Factorizations in Local Subgroups of Finite Groups

This monograph focuses on progress in the study of Sylow subgroups and their influence on the structure of the group as a whole. This research has been applied to other areas of finite group theory, including classification of simple groups, but is also of independent interest and does not require extensive background or long proofs. In 1969, the author gave a report on this topic which appeared in the book Finite Simple Groups (edited by M. B. Powell and G. Higman, Academic Press, 1971; MR 48 No. 6228).The present monograph covers progress since 1969. It includes some new results of Yoshida on transfer, a partial analogue for $p-2$ of the author's $ZJ$-Theorem , and the classification of all simple groups which are $S^4$-free, i.e., in which the symmetric group of degree four is not involved.
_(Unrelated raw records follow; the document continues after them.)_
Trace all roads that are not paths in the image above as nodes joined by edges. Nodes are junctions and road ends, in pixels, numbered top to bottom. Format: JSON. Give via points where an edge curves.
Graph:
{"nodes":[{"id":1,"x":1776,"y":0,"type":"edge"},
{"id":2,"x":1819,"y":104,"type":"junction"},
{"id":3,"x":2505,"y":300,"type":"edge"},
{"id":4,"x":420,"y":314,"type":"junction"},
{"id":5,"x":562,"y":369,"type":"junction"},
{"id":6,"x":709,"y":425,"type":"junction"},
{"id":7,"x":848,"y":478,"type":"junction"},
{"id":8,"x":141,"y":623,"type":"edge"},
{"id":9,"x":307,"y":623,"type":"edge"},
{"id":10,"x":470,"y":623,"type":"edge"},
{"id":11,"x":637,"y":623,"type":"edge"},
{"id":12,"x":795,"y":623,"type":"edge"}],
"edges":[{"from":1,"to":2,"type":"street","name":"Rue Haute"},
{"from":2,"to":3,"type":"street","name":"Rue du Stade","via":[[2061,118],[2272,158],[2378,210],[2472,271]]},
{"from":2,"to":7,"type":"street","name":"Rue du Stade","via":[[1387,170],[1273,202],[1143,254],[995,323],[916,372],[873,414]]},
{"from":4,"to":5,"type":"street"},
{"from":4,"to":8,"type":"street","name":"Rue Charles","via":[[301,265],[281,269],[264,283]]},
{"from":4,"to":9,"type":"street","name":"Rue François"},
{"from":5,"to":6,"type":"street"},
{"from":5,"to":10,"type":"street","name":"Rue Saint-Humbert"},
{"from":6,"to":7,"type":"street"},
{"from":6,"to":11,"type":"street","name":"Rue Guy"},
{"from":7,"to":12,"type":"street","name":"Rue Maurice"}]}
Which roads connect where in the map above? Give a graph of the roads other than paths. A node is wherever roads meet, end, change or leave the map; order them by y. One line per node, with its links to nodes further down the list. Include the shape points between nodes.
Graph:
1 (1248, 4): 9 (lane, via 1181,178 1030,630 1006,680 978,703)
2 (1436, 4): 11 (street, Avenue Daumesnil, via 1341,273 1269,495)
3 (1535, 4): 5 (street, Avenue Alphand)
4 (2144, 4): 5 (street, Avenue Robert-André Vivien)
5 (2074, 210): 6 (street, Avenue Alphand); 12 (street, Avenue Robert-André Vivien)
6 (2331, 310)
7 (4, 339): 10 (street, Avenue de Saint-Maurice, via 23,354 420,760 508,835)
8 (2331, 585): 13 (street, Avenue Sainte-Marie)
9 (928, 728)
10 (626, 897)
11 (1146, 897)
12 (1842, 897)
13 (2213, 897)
It also includes an expository account of recent work of M. Aschbacher, B. Baumann, R. Niles, and others on 'failure of factorization', 'pushing-up' arguments, and related subjects. This is not an expository work. This work should be accessible to advanced graduate students. In particular, a semester's study in finite group theory beyond the M.A. or M.S. degree should be adequate background, e. g., Chapters 1-3 and 5-7 of Gorenstein's Reviews on finite groups (Amer. Math. Soc., 1974; MR 50 < No. 2312). The book supplements the author's report in Finite simple groups. Familarity with this report is recommended but not assumed.